ABOUT THIS EXERCISE: Copy out every line holding the string "田町通り" from the records below.

[[ SOURCE INFORMATION, beginning ]]

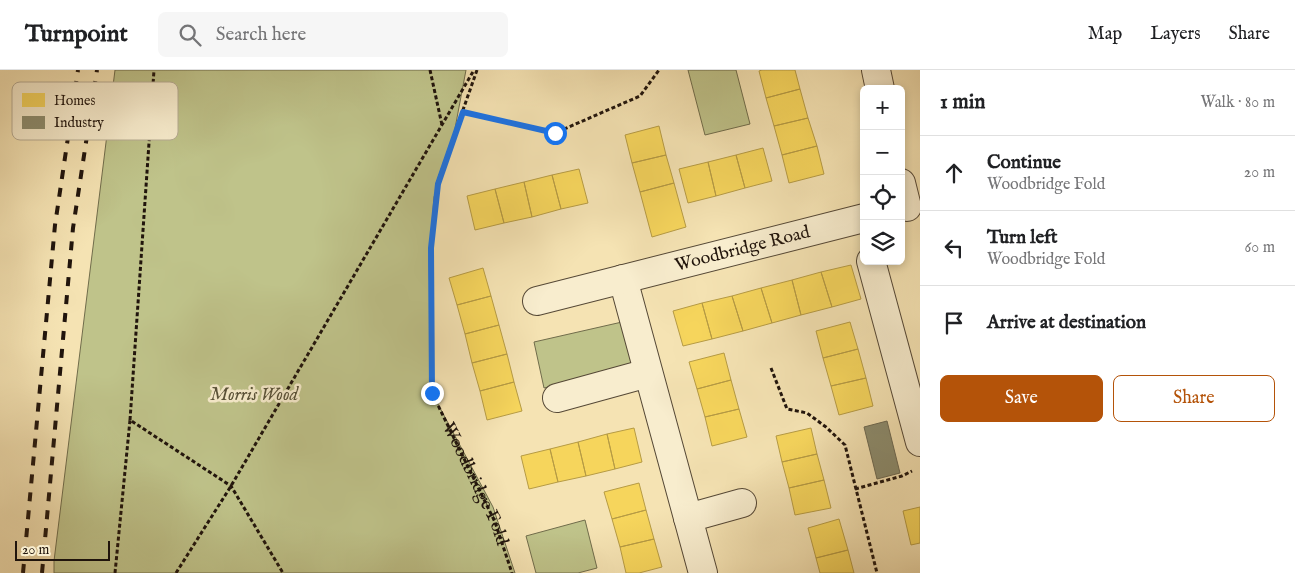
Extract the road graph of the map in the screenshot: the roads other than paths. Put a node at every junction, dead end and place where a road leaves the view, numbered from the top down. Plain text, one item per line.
1 (876, 70) edge
2 (879, 85) edge
3 (860, 224) edge
4 (872, 265) edge
5 (623, 279) junction
6 (537, 301) dead end
7 (648, 373) junction
8 (556, 398) dead end
9 (920, 442) edge
10 (742, 503) dead end
11 (688, 518) junction
12 (703, 573) edge

1 - 2 street
3 - 5 street, Woodbridge Road
4 - 9 street
5 - 6 street, Woodbridge Road
5 - 7 street
7 - 8 street
7 - 11 street
10 - 11 street
11 - 12 street

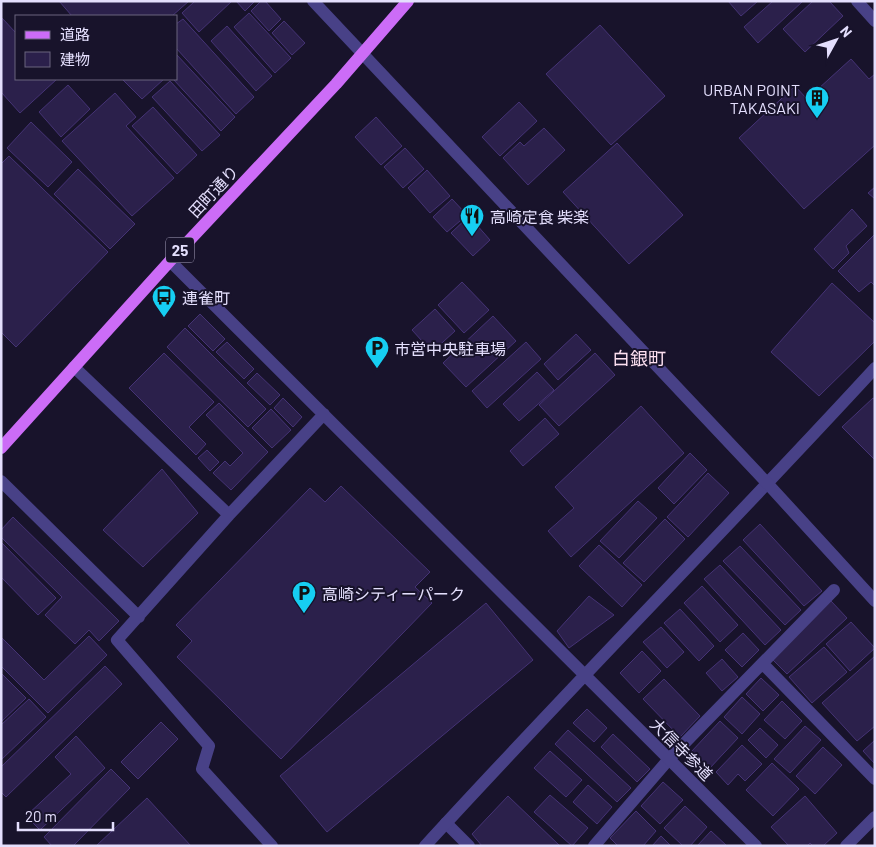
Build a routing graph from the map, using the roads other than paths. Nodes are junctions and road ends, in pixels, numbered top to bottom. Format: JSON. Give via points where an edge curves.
{"nodes":[{"id":1,"x":313,"y":1,"type":"edge"},
{"id":2,"x":408,"y":1,"type":"edge"},
{"id":3,"x":857,"y":1,"type":"edge"},
{"id":4,"x":875,"y":21,"type":"edge"},
{"id":5,"x":362,"y":54,"type":"junction"},
{"id":6,"x":170,"y":261,"type":"junction"},
{"id":7,"x":74,"y":367,"type":"junction"},
{"id":8,"x":875,"y":368,"type":"edge"},
{"id":9,"x":324,"y":414,"type":"junction"},
{"id":10,"x":1,"y":448,"type":"edge"},
{"id":11,"x":1,"y":481,"type":"edge"},
{"id":12,"x":767,"y":483,"type":"junction"},
{"id":13,"x":229,"y":515,"type":"junction"},
{"id":14,"x":834,"y":590,"type":"dead end"},
{"id":15,"x":875,"y":602,"type":"edge"},
{"id":16,"x":139,"y":617,"type":"junction"},
{"id":17,"x":763,"y":664,"type":"junction"},
{"id":18,"x":584,"y":675,"type":"junction"},
{"id":19,"x":669,"y":759,"type":"junction"},
{"id":20,"x":875,"y":779,"type":"edge"},
{"id":21,"x":875,"y":817,"type":"edge"},
{"id":22,"x":446,"y":823,"type":"junction"},
{"id":23,"x":599,"y":844,"type":"edge"},
{"id":24,"x":272,"y":846,"type":"edge"},
{"id":25,"x":425,"y":846,"type":"edge"},
{"id":26,"x":469,"y":846,"type":"edge"},
{"id":27,"x":756,"y":846,"type":"edge"},
{"id":28,"x":846,"y":846,"type":"edge"}],
"edges":[{"from":1,"to":5,"type":"street"},
{"from":2,"to":5,"type":"main road","name":"田町通り","number":"25"},
{"from":3,"to":4,"type":"street"},
{"from":5,"to":6,"type":"main road","name":"田町通り","number":"25"},
{"from":5,"to":12,"type":"street"},
{"from":6,"to":7,"type":"main road","name":"田町通り","number":"25"},
{"from":6,"to":9,"type":"street","name":"大信寺参道"},
{"from":7,"to":10,"type":"main road","name":"田町通り","number":"25"},
{"from":7,"to":13,"type":"street"},
{"from":8,"to":12,"type":"street"},
{"from":9,"to":13,"type":"street"},
{"from":9,"to":18,"type":"street","name":"大信寺参道"},
{"from":11,"to":16,"type":"street"},
{"from":12,"to":15,"type":"street"},
{"from":12,"to":18,"type":"street"},
{"from":13,"to":16,"type":"street"},
{"from":14,"to":17,"type":"street"},
{"from":16,"to":24,"type":"street","via":[[116,640],[209,746],[202,769]]},
{"from":17,"to":19,"type":"street"},
{"from":17,"to":20,"type":"street"},
{"from":18,"to":19,"type":"street","name":"大信寺参道"},
{"from":18,"to":22,"type":"street"},
{"from":19,"to":23,"type":"street"},
{"from":19,"to":27,"type":"street","name":"大信寺参道"},
{"from":21,"to":28,"type":"street"},
{"from":22,"to":25,"type":"street"},
{"from":22,"to":26,"type":"street"}]}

[[ SOURCE INFORMATION, end ]]

REPLY TO THE EXERCISE:
{"from":2,"to":5,"type":"main road","name":"田町通り","number":"25"},
{"from":5,"to":6,"type":"main road","name":"田町通り","number":"25"},
{"from":6,"to":7,"type":"main road","name":"田町通り","number":"25"},
{"from":7,"to":10,"type":"main road","name":"田町通り","number":"25"},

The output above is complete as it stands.